Bacteriophages – often reffered to as simply phages – are viruses that pray on bacteria. Since they are extremely effective at killing their hosts, these viruses are used to treat bacterial infections. Research on bacteriophages is one of the oldest fields in molecular biology. However, when antibiotics were discovered, phage research somewhat fell into oblivion. In recent years, however, the growing need to combat antibiotic resistance has made phage research more relevant than ever.
– Bacteriophages are effective precision tools when you want to combat a specific infection. While antibiotics often wipe out all bacteria, bacteriophages are picky eaters and specialize in a certain type of bacteria. The tricky part is just finding the right phage for the right bacterial pathogen, says Vasili Hauryliuk, senior lecturer in medical biochemistry at Lund University.
But just as bacteria use resistance factors to defeat antibiotics, they also use antiphage defense systems to protect themselves against bacteriophages. The most well-known is the Nobel Prize-winning CRISPR, but there are many more. Together, they constitute the bacterial antiviral immune system.
– To be able to develop new phage therapies, we therefore need to understand how the bacterial immune system works and what countermeasures they take to fight viruses.
One such defenses is the recently discovered TAC (Toxin-Antitoxin-Chaperone) system. An international consortium led by Vasili Hauryliuk and Gemma Atkinson, researchers at Lund University, has now revealed how the system detects phage infection and how the bacteria defeat the invading virus.
– The system consists of three proteins: toxin (T), antitoxin (A), and chaperone (C). The antitoxin is very effective at neutralizing the toxin, but the antitoxin is unstable and breaks down quickly if it is not protected by the chaperone, says Gemma Atkinson.
When the bacterium is attacked by the phage, the chaperone binds to viral protein instead of the antitoxin, which means the antitoxin breaks down and the toxin is released. The bacterium becomes poisoned and cannot produce more phage particles. This stops the spread of the phage infection in the bacterial population. The chaperone is thus a key protein in the bacterium's immune defense when it comes to detecting bacteriophages.

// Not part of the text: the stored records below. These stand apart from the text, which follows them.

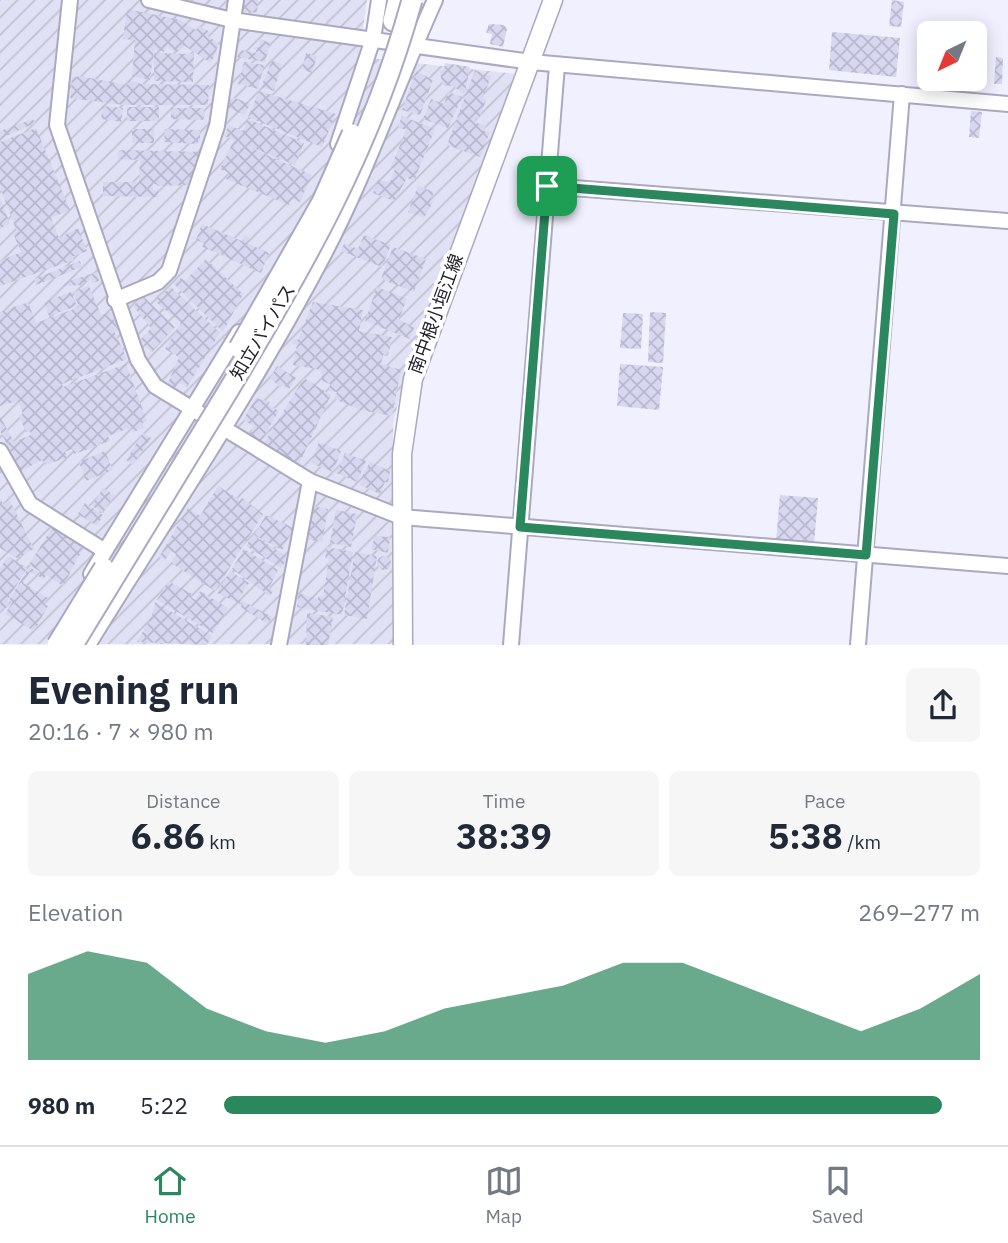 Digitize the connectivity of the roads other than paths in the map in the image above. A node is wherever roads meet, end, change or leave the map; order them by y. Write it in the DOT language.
graph roads {
  1 [pos="70,0"];
  2 [pos="149,0"];
  3 [pos="236,0"];
  4 [pos="379,0"];
  5 [pos="398,0"];
  6 [pos="412,0"];
  7 [pos="419,0"];
  8 [pos="435,0"];
  9 [pos="553,0"];
  10 [pos="232,20"];
  11 [pos="373,39"];
  12 [pos="415,45"];
  13 [pos="393,62"];
  14 [pos="531,62"];
  15 [pos="557,65"];
  16 [pos="902,94"];
  17 [pos="1008,104"];
  18 [pos="547,186"];
  19 [pos="894,214"];
  20 [pos="1008,221"];
  21 [pos="115,300"];
  22 [pos="191,407"];
  23 [pos="222,427"];
  24 [pos="0,451"];
  25 [pos="310,481"];
  26 [pos="401,517"];
  27 [pos="520,527"];
  28 [pos="105,551"];
  29 [pos="866,555"];
  30 [pos="1008,566"];
  31 [pos="48,645"];
  32 [pos="57,645"];
  33 [pos="73,645"];
  34 [pos="88,645"];
  35 [pos="279,645"];
  36 [pos="403,645"];
  37 [pos="511,645"];
  38 [pos="859,645"];
  1 -- 21 [label="street"];
  2 -- 10 [label="street"];
  3 -- 10 [label="street"];
  4 -- 11 [label="street"];
  5 -- 32 [label="highway, 知立バイパス, bridge"];
  6 -- 13 [label="highway, 知立バイパス, bridge"];
  7 -- 13 [label="highway, bridge"];
  8 -- 12 [label="street"];
  9 -- 14 [label="main road, 南中根小垣江線"];
  10 -- 11 [label="street"];
  10 -- 21 [label="street"];
  11 -- 12 [label="street"];
  11 -- 22 [label="street"];
  12 -- 14 [label="street"];
  12 -- 23 [label="street"];
  13 -- 33 [label="highway, 知立バイパス, bridge"];
  14 -- 15 [label="street"];
  14 -- 26 [label="main road, 南中根小垣江線"];
  15 -- 16 [label="street"];
  15 -- 18 [label="street"];
  16 -- 17 [label="street"];
  16 -- 19 [label="street"];
  18 -- 19 [label="street"];
  18 -- 27 [label="street"];
  19 -- 20 [label="street"];
  19 -- 29 [label="street"];
  21 -- 22 [label="street"];
  22 -- 23 [label="street"];
  22 -- 28 [label="street"];
  23 -- 25 [label="street"];
  23 -- 34 [label="street"];
  24 -- 28 [label="street"];
  25 -- 26 [label="street"];
  25 -- 35 [label="street"];
  26 -- 27 [label="street"];
  26 -- 36 [label="main road, 南中根小垣江線"];
  27 -- 29 [label="street"];
  27 -- 37 [label="street"];
  28 -- 31 [label="street"];
  29 -- 30 [label="street"];
  29 -- 38 [label="street"];
} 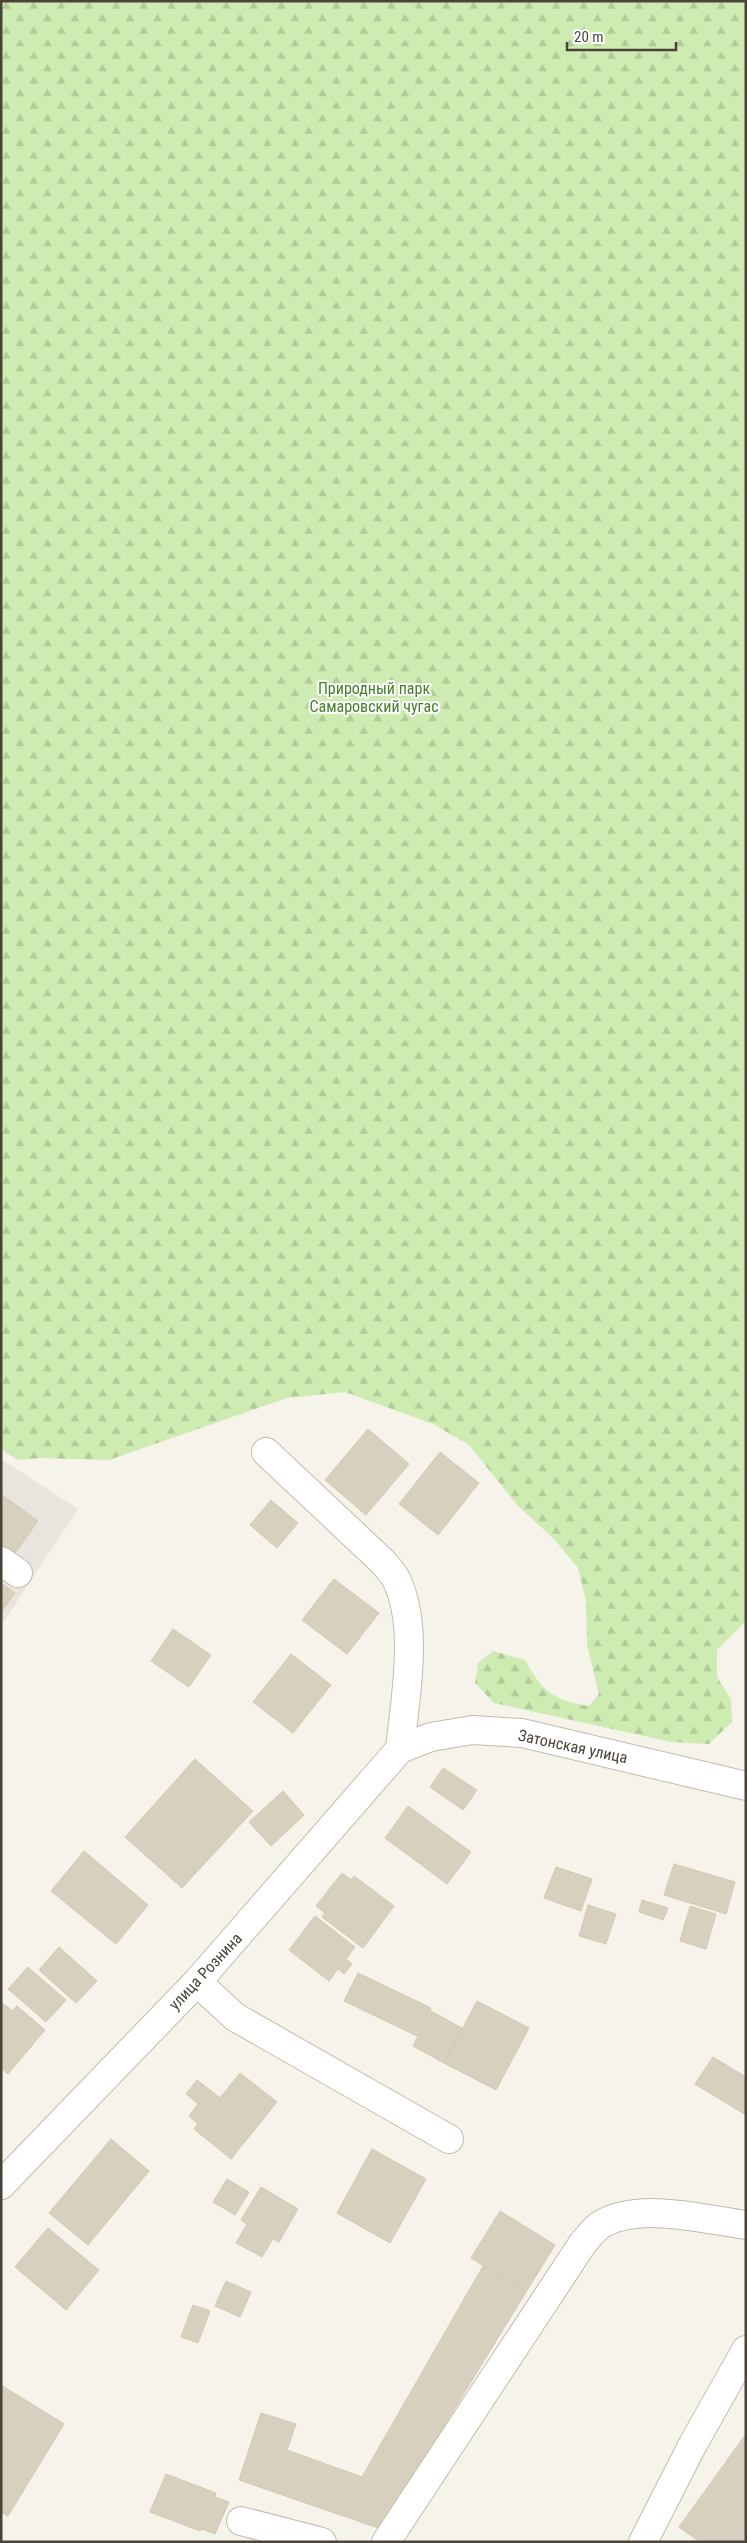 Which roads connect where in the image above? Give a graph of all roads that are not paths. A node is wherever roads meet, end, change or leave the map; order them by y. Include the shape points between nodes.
1 (266, 1452) dead end
2 (400, 1749) junction
3 (746, 1786) edge
4 (197, 1982) junction
5 (449, 2139) dead end
6 (1, 2185) edge
7 (746, 2225) edge
8 (746, 2350) edge
9 (241, 2521) dead end
10 (322, 2542) edge
11 (386, 2542) edge
12 (643, 2542) edge

1 - 2 street via 383,1562 396,1580 405,1605 408,1648
2 - 3 street, Затонская улица via 431,1737 472,1730 522,1733
2 - 4 street, улица Рознина
4 - 5 street via 235,2017
4 - 6 street, улица Рознина
7 - 11 street via 666,2214 640,2214 599,2226 583,2243
8 - 12 street
9 - 10 street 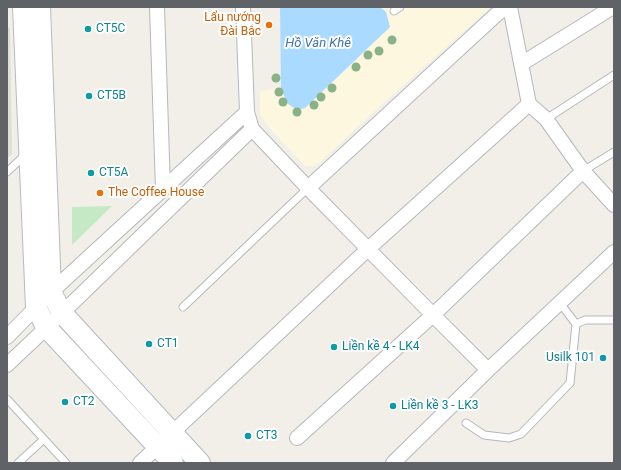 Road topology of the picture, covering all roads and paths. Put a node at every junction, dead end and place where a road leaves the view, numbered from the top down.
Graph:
1 (23, 7) edge
2 (40, 7) edge
3 (157, 7) edge
4 (243, 7) edge
5 (509, 7) edge
6 (613, 7) edge
7 (521, 64) junction
8 (614, 75) edge
9 (529, 104) junction
10 (247, 112) junction
11 (546, 120) junction
12 (252, 129) junction
13 (29, 151) junction
14 (614, 152) edge
15 (583, 171) junction
16 (7, 172) edge
17 (308, 188) junction
18 (163, 189) junction
19 (614, 205) edge
20 (368, 249) junction
21 (614, 252) edge
22 (51, 292) junction
23 (560, 303) junction
24 (36, 307) junction
25 (183, 307) dead end
26 (62, 313) junction
27 (433, 315) junction
28 (614, 320) edge
29 (576, 324) junction
30 (46, 327) junction
31 (7, 337) edge
32 (7, 365) edge
33 (488, 370) junction
34 (7, 399) edge
35 (466, 423) dead end
36 (172, 433) junction
37 (297, 438) dead end
38 (44, 439) junction
39 (158, 447) junction
40 (18, 463) edge
41 (66, 463) edge
42 (140, 463) edge
43 (173, 463) edge
44 (200, 463) edge
45 (393, 463) edge

1 - 13 street
2 - 22 street
3 - 18 street
4 - 10 street
5 - 7 street
5 - 17 street
6 - 7 street
7 - 9 street
8 - 11 lane
9 - 11 street
9 - 20 street
10 - 12 street
10 - 18 street
11 - 15 street
12 - 17 street
12 - 26 street
13 - 16 lane
13 - 24 street
14 - 15 lane
15 - 19 street
15 - 27 street
17 - 20 street
17 - 25 lane
18 - 22 street
20 - 27 street
20 - 36 street
21 - 23 street
22 - 24 street
22 - 26 street
23 - 29 lane
23 - 33 street
24 - 30 street
24 - 31 street
26 - 30 street
26 - 36 street
27 - 33 street
27 - 37 street
28 - 29 lane
29 - 35 lane
30 - 32 street
30 - 39 street
33 - 45 street
34 - 38 lane
36 - 39 street
36 - 44 street
38 - 40 lane
38 - 41 lane
39 - 42 street
39 - 43 street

– Both the human immune system and the bacterial immune system are rich sourses of molecular tools. These molecular machines specifically recognize pathogens and act upon detecting the danger – and this is something that can be exploited for biodechnological and biomedical applications. CRISPR and antibody technology are good examples, but there are many more. We now want to continue investigating the TAC system and see how we can reprogram it to recognize specific proteins to ultimately control this bacterial immune system, concludes Vasili Hauryliuk.